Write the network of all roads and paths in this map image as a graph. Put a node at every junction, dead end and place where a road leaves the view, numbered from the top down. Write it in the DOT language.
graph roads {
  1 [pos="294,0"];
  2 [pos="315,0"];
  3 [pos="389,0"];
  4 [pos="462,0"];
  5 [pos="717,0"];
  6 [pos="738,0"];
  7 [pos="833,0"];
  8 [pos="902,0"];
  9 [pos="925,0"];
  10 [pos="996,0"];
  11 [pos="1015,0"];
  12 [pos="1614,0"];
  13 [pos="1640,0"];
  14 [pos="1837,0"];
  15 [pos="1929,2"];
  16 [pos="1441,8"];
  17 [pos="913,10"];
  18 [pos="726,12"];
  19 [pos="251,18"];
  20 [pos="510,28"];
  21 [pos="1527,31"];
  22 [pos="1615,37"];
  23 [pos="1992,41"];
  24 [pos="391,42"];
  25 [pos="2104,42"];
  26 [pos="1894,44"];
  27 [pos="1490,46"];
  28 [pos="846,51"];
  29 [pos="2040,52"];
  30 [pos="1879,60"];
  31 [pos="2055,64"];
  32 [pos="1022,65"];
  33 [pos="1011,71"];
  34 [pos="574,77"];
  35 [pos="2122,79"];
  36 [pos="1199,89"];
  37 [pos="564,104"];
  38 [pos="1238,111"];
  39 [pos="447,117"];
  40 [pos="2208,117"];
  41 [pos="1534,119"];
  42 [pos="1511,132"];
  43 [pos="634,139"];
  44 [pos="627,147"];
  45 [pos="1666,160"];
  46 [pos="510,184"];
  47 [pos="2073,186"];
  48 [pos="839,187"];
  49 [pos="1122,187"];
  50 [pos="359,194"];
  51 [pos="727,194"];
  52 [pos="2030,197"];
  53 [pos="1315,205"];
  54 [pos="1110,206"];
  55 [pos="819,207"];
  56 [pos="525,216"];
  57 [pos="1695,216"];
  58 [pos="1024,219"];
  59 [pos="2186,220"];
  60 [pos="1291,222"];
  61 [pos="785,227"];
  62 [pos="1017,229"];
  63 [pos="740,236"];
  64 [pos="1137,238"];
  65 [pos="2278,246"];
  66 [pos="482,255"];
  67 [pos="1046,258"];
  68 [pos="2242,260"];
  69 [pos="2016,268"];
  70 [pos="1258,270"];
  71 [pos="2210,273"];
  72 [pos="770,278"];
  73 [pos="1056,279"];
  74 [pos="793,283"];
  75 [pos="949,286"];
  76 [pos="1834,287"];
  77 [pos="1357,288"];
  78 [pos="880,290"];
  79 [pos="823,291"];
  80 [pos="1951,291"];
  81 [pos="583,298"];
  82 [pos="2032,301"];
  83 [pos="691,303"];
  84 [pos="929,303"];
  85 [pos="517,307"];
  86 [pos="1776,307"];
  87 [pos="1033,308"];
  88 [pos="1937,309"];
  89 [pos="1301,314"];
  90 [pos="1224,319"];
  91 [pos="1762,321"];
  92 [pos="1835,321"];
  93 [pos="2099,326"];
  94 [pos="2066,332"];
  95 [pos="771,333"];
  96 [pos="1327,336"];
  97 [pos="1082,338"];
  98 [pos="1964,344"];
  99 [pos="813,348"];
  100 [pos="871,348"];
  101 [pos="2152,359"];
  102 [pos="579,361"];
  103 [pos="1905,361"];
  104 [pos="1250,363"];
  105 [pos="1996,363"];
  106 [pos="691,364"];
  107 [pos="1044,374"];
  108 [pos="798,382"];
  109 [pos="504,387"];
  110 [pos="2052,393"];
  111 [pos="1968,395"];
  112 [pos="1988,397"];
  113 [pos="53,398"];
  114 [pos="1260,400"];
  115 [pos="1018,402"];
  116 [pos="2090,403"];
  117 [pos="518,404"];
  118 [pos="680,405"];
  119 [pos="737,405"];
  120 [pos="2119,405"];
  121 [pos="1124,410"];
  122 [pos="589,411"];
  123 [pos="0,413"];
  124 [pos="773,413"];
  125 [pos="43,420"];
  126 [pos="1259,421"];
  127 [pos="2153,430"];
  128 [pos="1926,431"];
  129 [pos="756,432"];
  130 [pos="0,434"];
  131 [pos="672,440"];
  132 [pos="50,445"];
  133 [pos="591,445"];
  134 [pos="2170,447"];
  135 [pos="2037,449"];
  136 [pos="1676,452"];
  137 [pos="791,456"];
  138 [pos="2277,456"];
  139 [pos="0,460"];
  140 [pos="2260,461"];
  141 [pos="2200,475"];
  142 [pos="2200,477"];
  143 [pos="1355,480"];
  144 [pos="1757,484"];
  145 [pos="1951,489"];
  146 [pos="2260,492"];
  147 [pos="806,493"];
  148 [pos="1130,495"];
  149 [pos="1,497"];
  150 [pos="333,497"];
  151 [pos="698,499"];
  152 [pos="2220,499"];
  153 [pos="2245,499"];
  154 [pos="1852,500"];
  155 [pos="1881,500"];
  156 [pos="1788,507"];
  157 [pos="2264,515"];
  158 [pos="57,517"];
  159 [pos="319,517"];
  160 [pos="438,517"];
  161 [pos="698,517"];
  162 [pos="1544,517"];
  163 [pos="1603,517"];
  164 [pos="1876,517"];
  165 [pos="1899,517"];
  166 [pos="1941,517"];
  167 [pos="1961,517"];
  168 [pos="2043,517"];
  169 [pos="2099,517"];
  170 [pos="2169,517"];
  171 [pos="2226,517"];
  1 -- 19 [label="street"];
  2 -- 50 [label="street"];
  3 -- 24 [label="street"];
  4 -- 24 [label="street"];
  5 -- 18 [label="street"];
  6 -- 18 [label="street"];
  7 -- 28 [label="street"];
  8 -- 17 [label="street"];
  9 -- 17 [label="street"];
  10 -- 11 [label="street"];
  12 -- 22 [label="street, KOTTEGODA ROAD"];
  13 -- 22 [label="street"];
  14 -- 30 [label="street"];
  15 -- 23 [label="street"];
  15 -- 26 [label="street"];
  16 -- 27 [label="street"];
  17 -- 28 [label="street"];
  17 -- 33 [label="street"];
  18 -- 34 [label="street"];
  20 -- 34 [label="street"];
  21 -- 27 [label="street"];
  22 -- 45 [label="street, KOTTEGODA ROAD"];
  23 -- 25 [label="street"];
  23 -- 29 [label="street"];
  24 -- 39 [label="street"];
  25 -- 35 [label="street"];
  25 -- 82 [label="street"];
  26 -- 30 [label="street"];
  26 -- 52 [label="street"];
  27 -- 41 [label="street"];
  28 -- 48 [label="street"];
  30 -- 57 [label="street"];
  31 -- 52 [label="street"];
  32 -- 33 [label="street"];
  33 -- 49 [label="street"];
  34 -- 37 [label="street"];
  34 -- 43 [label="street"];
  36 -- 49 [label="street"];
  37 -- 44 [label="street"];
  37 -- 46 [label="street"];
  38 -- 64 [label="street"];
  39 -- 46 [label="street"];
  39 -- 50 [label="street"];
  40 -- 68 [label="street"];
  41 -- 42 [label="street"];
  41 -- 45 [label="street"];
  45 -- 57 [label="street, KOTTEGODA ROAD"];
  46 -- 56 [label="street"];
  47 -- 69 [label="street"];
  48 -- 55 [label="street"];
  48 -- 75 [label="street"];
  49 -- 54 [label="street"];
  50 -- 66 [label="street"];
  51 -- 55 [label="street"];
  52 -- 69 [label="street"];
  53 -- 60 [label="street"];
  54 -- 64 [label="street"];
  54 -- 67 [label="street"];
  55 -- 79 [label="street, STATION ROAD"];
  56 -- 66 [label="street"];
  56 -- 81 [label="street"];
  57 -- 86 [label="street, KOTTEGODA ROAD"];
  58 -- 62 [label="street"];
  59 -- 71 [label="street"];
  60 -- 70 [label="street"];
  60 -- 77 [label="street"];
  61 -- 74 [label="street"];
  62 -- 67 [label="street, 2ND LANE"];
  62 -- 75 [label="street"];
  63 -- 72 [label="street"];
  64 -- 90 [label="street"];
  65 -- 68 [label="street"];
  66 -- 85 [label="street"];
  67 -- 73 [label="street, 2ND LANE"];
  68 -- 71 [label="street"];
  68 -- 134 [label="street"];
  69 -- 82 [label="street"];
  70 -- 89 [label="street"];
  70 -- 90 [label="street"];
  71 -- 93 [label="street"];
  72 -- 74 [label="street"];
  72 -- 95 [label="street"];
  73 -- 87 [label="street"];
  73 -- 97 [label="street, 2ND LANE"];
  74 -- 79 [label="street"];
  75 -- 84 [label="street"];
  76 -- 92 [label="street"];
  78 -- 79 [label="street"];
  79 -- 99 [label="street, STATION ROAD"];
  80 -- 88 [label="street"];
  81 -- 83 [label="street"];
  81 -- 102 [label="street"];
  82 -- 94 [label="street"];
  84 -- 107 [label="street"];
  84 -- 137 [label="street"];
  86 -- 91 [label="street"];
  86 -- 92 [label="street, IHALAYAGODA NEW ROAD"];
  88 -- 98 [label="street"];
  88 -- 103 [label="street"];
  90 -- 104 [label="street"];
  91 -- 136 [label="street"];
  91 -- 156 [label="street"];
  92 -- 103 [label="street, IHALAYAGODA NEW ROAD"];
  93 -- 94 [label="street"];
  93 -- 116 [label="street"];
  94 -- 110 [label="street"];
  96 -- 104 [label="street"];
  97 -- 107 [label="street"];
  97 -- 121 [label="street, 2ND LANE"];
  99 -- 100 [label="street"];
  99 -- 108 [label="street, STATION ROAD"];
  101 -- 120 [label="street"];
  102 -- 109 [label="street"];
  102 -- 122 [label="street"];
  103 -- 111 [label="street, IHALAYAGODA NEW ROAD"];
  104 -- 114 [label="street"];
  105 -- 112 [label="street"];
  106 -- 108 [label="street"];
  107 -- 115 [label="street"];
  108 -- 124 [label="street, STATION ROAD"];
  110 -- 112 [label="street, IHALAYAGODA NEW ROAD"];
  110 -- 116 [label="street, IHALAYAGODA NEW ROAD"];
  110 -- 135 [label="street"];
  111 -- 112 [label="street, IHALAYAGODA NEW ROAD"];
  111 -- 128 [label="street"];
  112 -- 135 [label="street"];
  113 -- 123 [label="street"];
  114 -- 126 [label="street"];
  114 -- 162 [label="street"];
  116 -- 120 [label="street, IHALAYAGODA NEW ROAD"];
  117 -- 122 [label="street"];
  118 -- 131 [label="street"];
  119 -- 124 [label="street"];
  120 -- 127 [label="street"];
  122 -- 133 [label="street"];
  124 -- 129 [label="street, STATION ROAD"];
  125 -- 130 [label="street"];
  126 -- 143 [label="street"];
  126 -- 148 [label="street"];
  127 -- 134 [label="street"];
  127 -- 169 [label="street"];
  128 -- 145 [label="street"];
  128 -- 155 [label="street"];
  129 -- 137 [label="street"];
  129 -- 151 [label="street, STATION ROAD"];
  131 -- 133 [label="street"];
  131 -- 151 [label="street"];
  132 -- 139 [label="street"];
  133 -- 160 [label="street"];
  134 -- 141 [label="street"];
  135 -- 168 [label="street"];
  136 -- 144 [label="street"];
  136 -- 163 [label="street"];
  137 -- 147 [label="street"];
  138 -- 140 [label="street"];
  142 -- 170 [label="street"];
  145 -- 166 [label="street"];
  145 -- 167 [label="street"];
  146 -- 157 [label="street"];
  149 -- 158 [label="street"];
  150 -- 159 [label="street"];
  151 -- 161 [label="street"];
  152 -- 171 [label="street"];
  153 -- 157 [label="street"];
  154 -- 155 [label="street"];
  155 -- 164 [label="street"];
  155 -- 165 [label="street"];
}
★ ★ ★ ★ ★ ★ ★
● PROBLEM
Look through the entries above, and wherever a line holds the word "KOTTEGODA", copy it.

● RESPONSE AREA
  12 -- 22 [label="street, KOTTEGODA ROAD"];
  22 -- 45 [label="street, KOTTEGODA ROAD"];
  45 -- 57 [label="street, KOTTEGODA ROAD"];
  57 -- 86 [label="street, KOTTEGODA ROAD"];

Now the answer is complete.